Bayer will Werk in Weimar ausbauen
Die Beschäftigten der mitteldeutschen Standorte der Bayer AG müssen nicht um ihre Arbeitsplätze fürchten. Die Bayer-Konzernleitung und der Betriebsrat legten eine gemeine Erklärung vor, wonach die deutschen Standorte des Pharmariesen von den geplanten Stellenkürzungen (bis 2012 rund 4.500 Stellen weltweit) verschont bleiben. Zudem werde an allen deutschen Standorten weiter investiert, hieß es weiter.

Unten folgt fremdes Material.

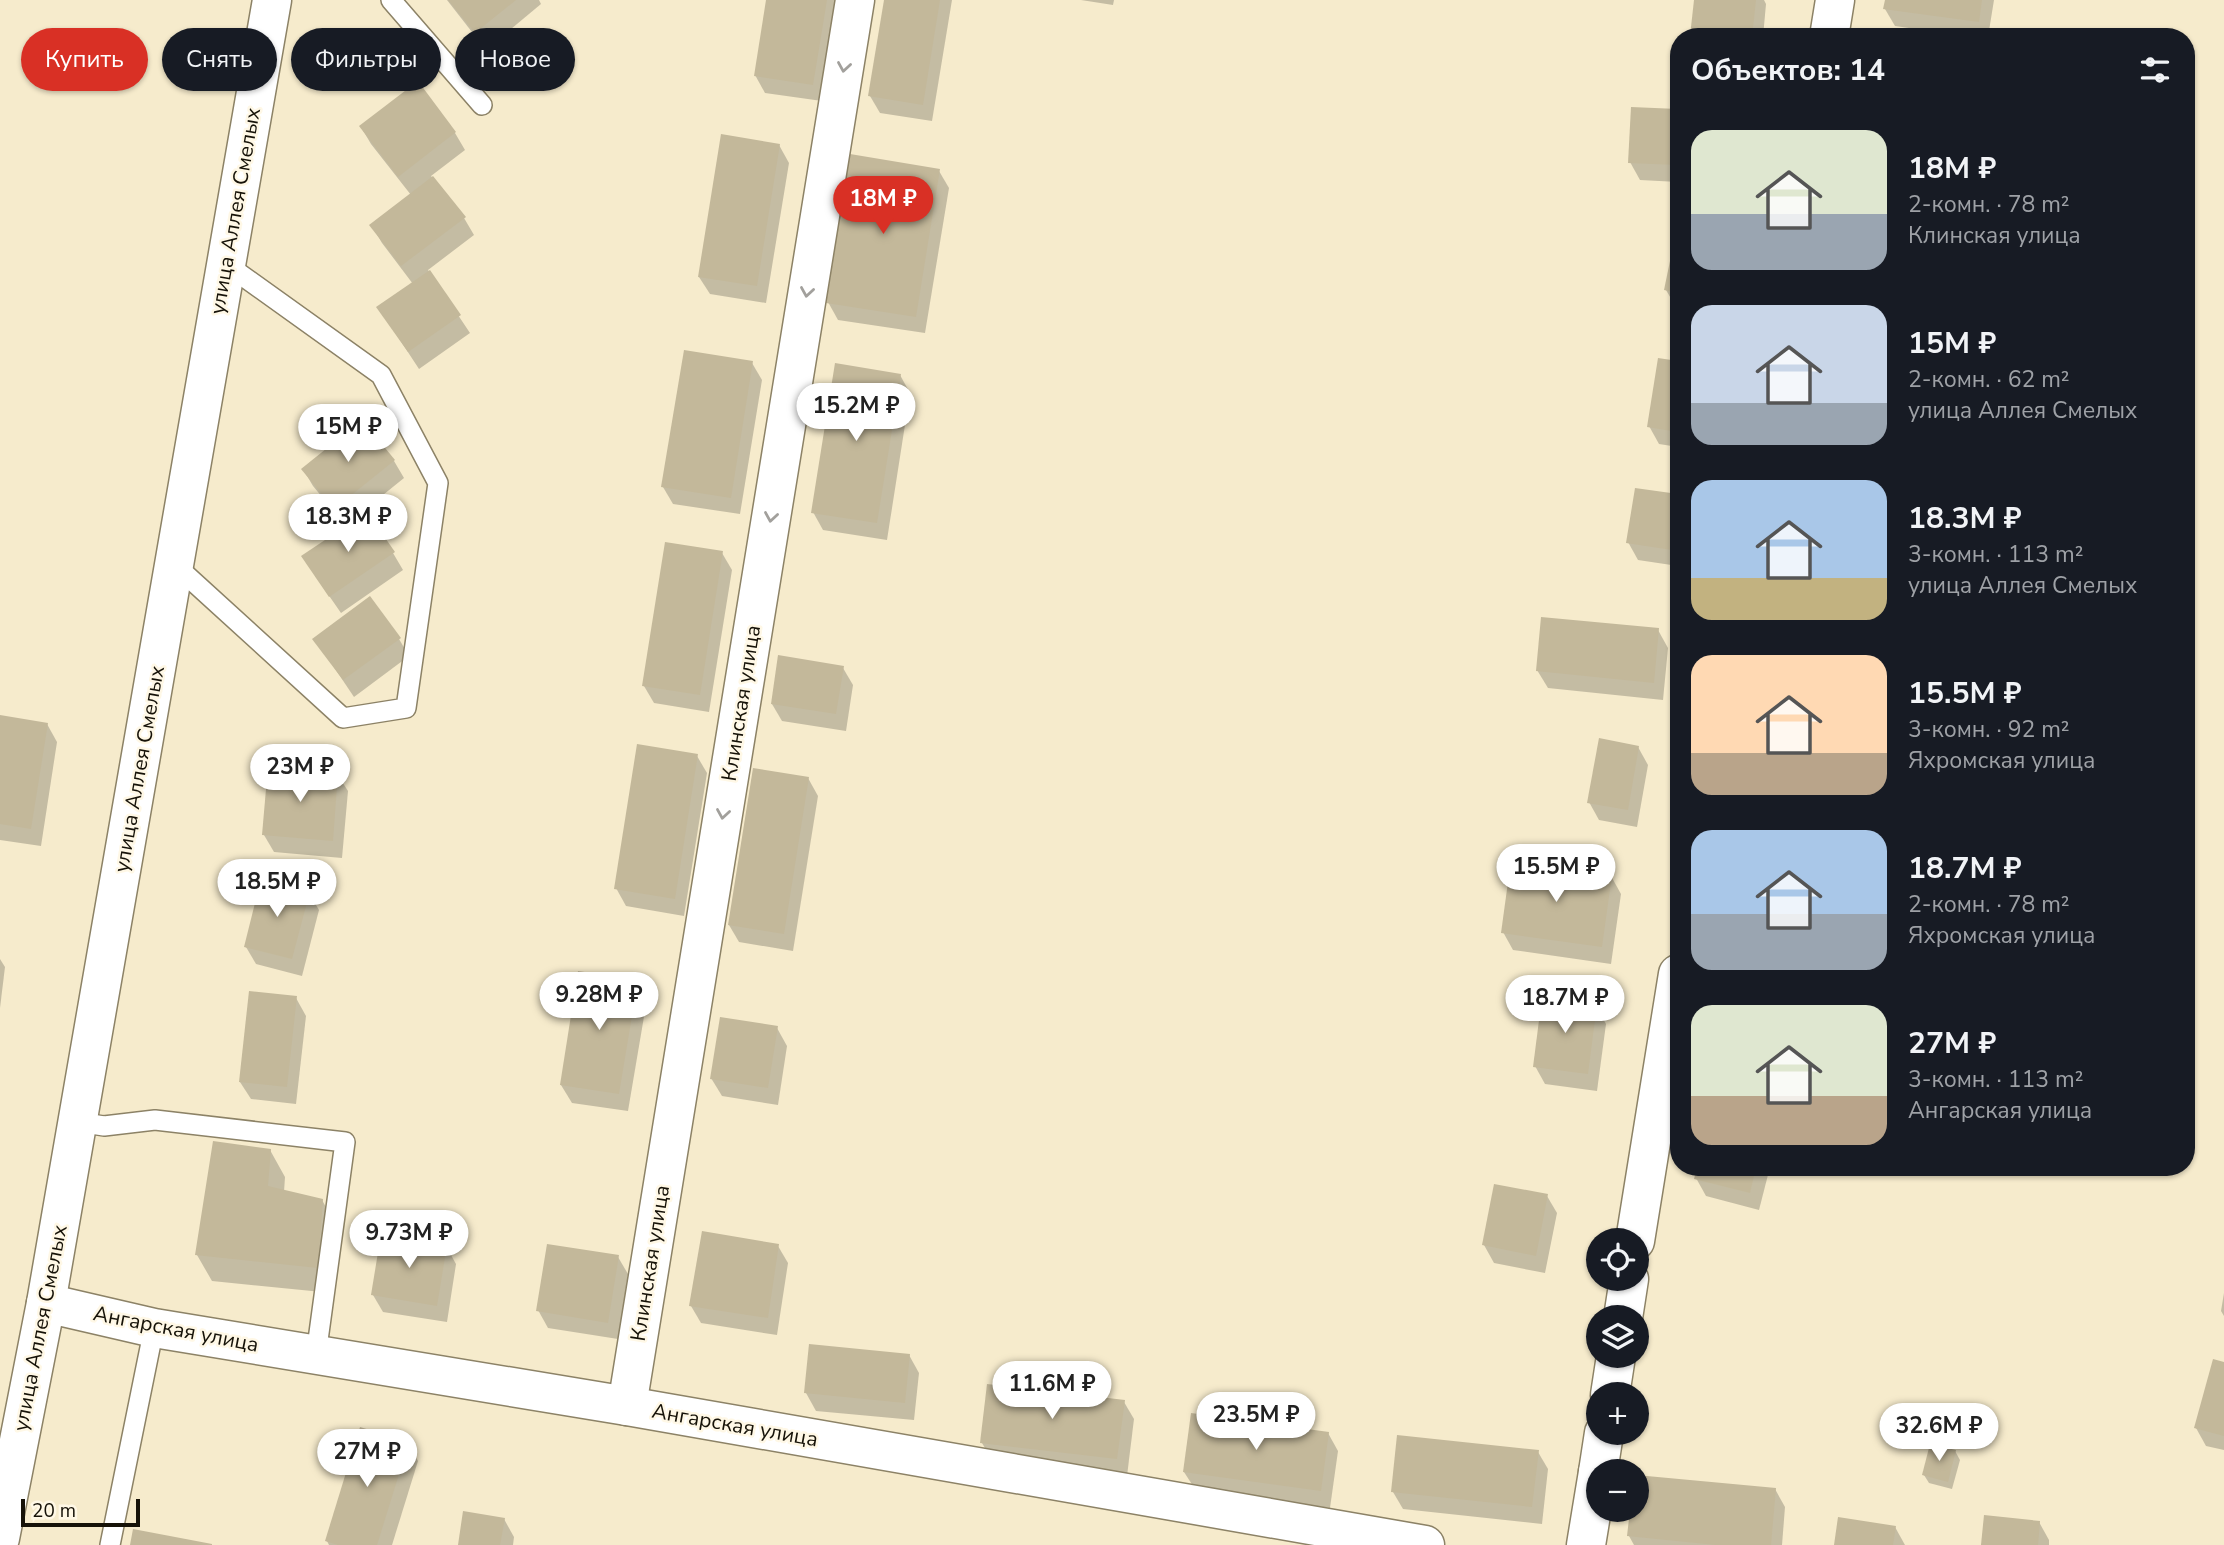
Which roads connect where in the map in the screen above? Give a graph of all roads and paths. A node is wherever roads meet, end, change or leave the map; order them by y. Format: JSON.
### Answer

Standort in Weimar hat sich im globalen Wettbewerb durchgesetzt
Thüringens Wirtschaftsminister Matthias Machnig (SPD) hat am Montag vom Bayer-Konzern die Zusage erhalten, dass das Werk der zum Konzern gehörenden Schering GmbH in Weimar weiter ausgebaut werde. Die Bauarbeiten für das Erweiterungsprojekt sollen nach Unternehmensangaben noch in diesem Jahr beginnen – das Investitionsvolumen belaufe sich auf über 25 Millionen Euro. Die bestehenden 540 Dauerarbeitsplätze (einschließlich Auszubildende) seien damit gesichert. Der Produktionsstandort Weimar stand mit anderen weltweiten Bayer-Schering-Pharma-Standorten in Konkurrenz, hat aber nunmehr den Zuschlag erhalten. „Mit dieser Investition werde der Fertigungsstandort Weimar langfristig stabilisiert und aufgewertet – dies zeige wieder einmal, dass der Freistaat attraktiv für Unternehmen sei, die weltweit Produktionsstandorte unterhielten“, sagte Wirtschaftsminister Machnig.
Der Produktionsstandort Weimar wurde 1994 von der Schering GmbH in Betrieb genommen. Im Werk werden hormonhaltige Tabletten u.a. zur Empfängnisverhütung hergestellt.